[Data for the task]
*** Block opens ***

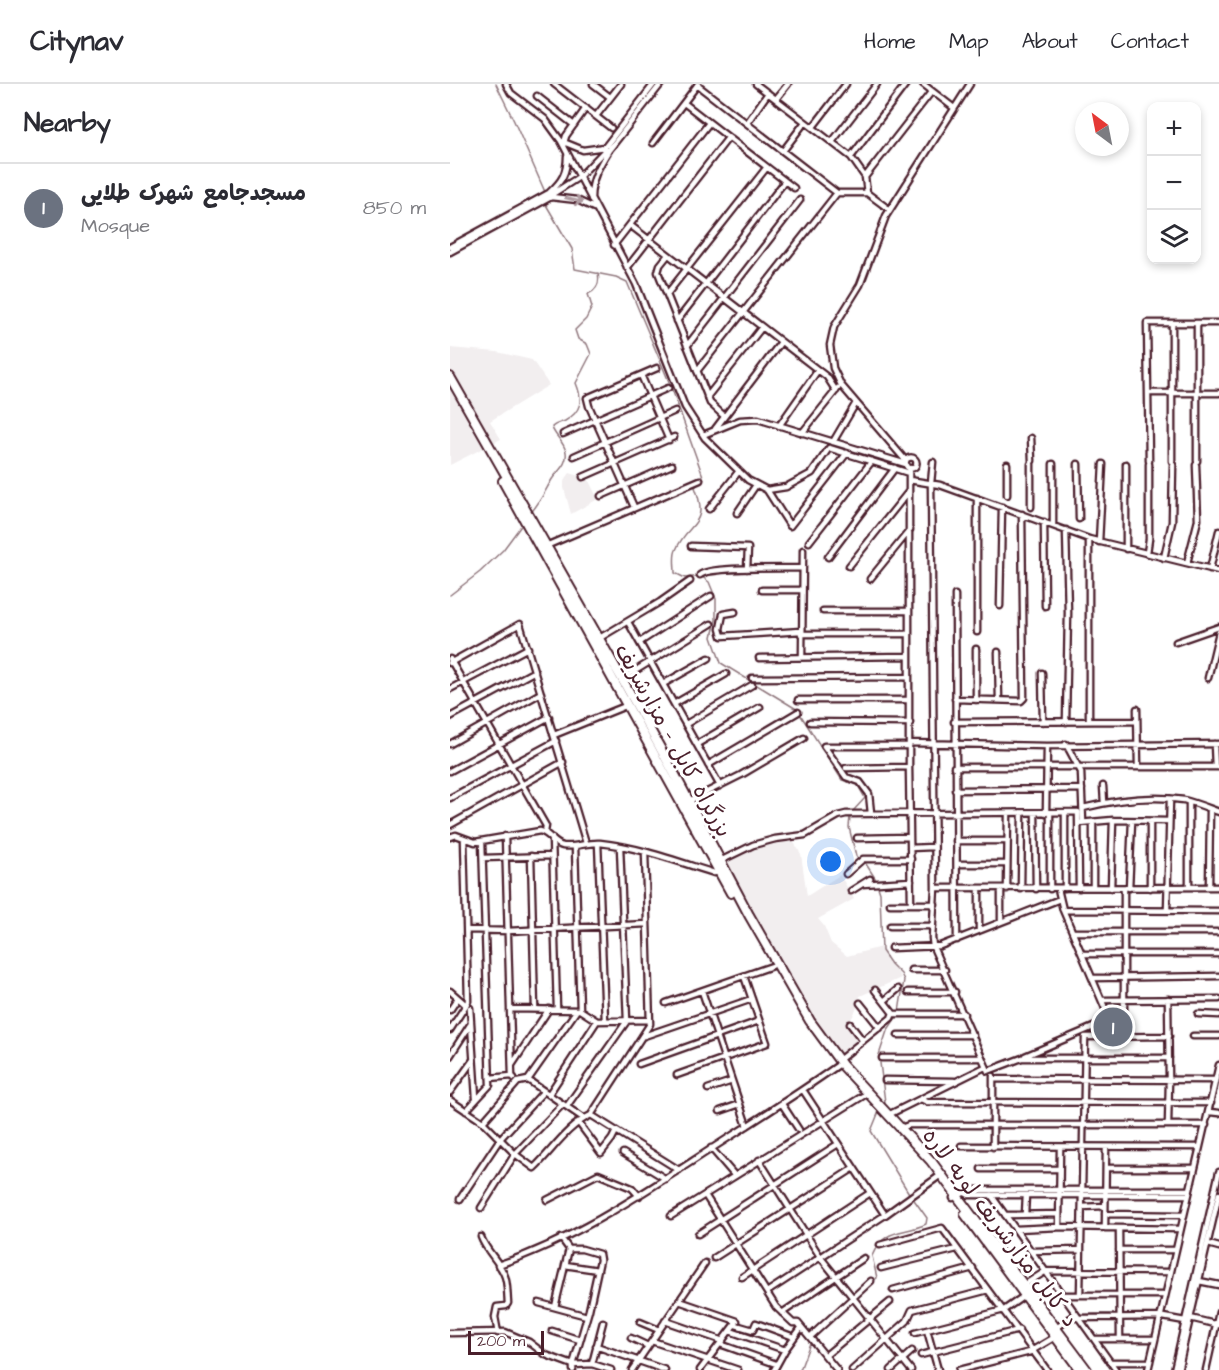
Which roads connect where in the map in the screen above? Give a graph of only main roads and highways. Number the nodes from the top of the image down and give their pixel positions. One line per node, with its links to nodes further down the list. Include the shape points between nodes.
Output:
1 (450, 376): 3 (highway, بزرگراه کابل - مزارشریف, via 689,801)
2 (450, 385): 3 (highway, بزرگراه کابل - مزارشریف)
3 (717, 862): 4 (highway, بزرگراه کابل - مزارشریف)
4 (765, 949): 5 (highway, بزرگراه کابل - مزارشریف); 5 (highway, بزرگراه کابل - مزارشریف)
5 (796, 1003): 6 (highway, بزرگراه کابل - مزارشریف, via 808,1026)
6 (884, 1113): 7 (highway, د کابل مزارشریف لویه لاره); 7 (highway, د کابل مزارشریف لویه لاره)
7 (929, 1162): 8 (highway, د کابل مزارشریف لویه لاره); 8 (highway, د کابل مزارشریف لویه لاره, via 938,1177)
8 (959, 1195): 9 (highway, د کابل مزارشریف لویه لاره, via 1024,1296); 10 (highway, د کابل مزارشریف لویه لاره)
9 (1080, 1370)
10 (1087, 1370)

*** Block closes ***

[Task goal]
Could you write out every line above exactly as it stands, with no images?

[Solved exercise]
Which roads connect where in the map in the screen above? Give a graph of only main roads and highways. Number the nodes from the top of the image down and give their pixel positions. One line per node, with its links to nodes further down the list. Include the shape points between nodes.
Output:
1 (450, 376): 3 (highway, بزرگراه کابل - مزارشریف, via 689,801)
2 (450, 385): 3 (highway, بزرگراه کابل - مزارشریف)
3 (717, 862): 4 (highway, بزرگراه کابل - مزارشریف)
4 (765, 949): 5 (highway, بزرگراه کابل - مزارشریف); 5 (highway, بزرگراه کابل - مزارشریف)
5 (796, 1003): 6 (highway, بزرگراه کابل - مزارشریف, via 808,1026)
6 (884, 1113): 7 (highway, د کابل مزارشریف لویه لاره); 7 (highway, د کابل مزارشریف لویه لاره)
7 (929, 1162): 8 (highway, د کابل مزارشریف لویه لاره); 8 (highway, د کابل مزارشریف لویه لاره, via 938,1177)
8 (959, 1195): 9 (highway, د کابل مزارشریف لویه لاره, via 1024,1296); 10 (highway, د کابل مزارشریف لویه لاره)
9 (1080, 1370)
10 (1087, 1370)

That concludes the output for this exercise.